(Recorded data)

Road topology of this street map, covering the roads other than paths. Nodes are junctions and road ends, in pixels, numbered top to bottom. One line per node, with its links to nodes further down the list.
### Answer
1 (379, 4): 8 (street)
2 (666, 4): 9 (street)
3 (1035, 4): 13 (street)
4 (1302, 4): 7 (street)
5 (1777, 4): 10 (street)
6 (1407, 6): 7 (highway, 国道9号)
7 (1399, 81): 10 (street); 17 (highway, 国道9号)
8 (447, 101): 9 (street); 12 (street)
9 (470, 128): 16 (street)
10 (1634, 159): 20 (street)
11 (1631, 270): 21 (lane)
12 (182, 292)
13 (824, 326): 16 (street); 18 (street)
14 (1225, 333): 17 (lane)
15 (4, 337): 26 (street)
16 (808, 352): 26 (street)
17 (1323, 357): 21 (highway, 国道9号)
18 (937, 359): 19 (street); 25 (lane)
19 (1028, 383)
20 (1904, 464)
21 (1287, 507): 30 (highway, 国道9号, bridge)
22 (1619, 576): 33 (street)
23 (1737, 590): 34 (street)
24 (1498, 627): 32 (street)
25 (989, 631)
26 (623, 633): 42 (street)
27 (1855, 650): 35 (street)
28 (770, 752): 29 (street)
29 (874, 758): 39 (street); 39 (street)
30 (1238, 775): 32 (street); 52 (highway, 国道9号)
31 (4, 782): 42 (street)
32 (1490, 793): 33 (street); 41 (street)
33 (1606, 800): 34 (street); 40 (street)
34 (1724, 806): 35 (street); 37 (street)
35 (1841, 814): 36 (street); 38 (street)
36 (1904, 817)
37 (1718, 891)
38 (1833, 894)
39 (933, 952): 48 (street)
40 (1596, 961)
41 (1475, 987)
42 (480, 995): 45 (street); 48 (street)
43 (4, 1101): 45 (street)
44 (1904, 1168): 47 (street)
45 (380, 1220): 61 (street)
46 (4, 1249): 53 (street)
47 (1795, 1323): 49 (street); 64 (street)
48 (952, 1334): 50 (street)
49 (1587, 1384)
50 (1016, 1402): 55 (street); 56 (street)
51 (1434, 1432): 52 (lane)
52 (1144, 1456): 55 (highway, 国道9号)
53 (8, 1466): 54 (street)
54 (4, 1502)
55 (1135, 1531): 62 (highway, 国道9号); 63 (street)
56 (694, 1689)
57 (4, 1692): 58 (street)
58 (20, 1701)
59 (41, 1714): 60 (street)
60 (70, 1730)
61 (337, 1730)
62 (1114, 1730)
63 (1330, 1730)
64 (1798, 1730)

(End Recorded data)

**What is being asked**
All of the data above should be reproduced verbatim.

**Reply**
Road topology of this street map, covering the roads other than paths. Nodes are junctions and road ends, in pixels, numbered top to bottom. One line per node, with its links to nodes further down the list.
### Answer
1 (379, 4): 8 (street)
2 (666, 4): 9 (street)
3 (1035, 4): 13 (street)
4 (1302, 4): 7 (street)
5 (1777, 4): 10 (street)
6 (1407, 6): 7 (highway, 国道9号)
7 (1399, 81): 10 (street); 17 (highway, 国道9号)
8 (447, 101): 9 (street); 12 (street)
9 (470, 128): 16 (street)
10 (1634, 159): 20 (street)
11 (1631, 270): 21 (lane)
12 (182, 292)
13 (824, 326): 16 (street); 18 (street)
14 (1225, 333): 17 (lane)
15 (4, 337): 26 (street)
16 (808, 352): 26 (street)
17 (1323, 357): 21 (highway, 国道9号)
18 (937, 359): 19 (street); 25 (lane)
19 (1028, 383)
20 (1904, 464)
21 (1287, 507): 30 (highway, 国道9号, bridge)
22 (1619, 576): 33 (street)
23 (1737, 590): 34 (street)
24 (1498, 627): 32 (street)
25 (989, 631)
26 (623, 633): 42 (street)
27 (1855, 650): 35 (street)
28 (770, 752): 29 (street)
29 (874, 758): 39 (street); 39 (street)
30 (1238, 775): 32 (street); 52 (highway, 国道9号)
31 (4, 782): 42 (street)
32 (1490, 793): 33 (street); 41 (street)
33 (1606, 800): 34 (street); 40 (street)
34 (1724, 806): 35 (street); 37 (street)
35 (1841, 814): 36 (street); 38 (street)
36 (1904, 817)
37 (1718, 891)
38 (1833, 894)
39 (933, 952): 48 (street)
40 (1596, 961)
41 (1475, 987)
42 (480, 995): 45 (street); 48 (street)
43 (4, 1101): 45 (street)
44 (1904, 1168): 47 (street)
45 (380, 1220): 61 (street)
46 (4, 1249): 53 (street)
47 (1795, 1323): 49 (street); 64 (street)
48 (952, 1334): 50 (street)
49 (1587, 1384)
50 (1016, 1402): 55 (street); 56 (street)
51 (1434, 1432): 52 (lane)
52 (1144, 1456): 55 (highway, 国道9号)
53 (8, 1466): 54 (street)
54 (4, 1502)
55 (1135, 1531): 62 (highway, 国道9号); 63 (street)
56 (694, 1689)
57 (4, 1692): 58 (street)
58 (20, 1701)
59 (41, 1714): 60 (street)
60 (70, 1730)
61 (337, 1730)
62 (1114, 1730)
63 (1330, 1730)
64 (1798, 1730)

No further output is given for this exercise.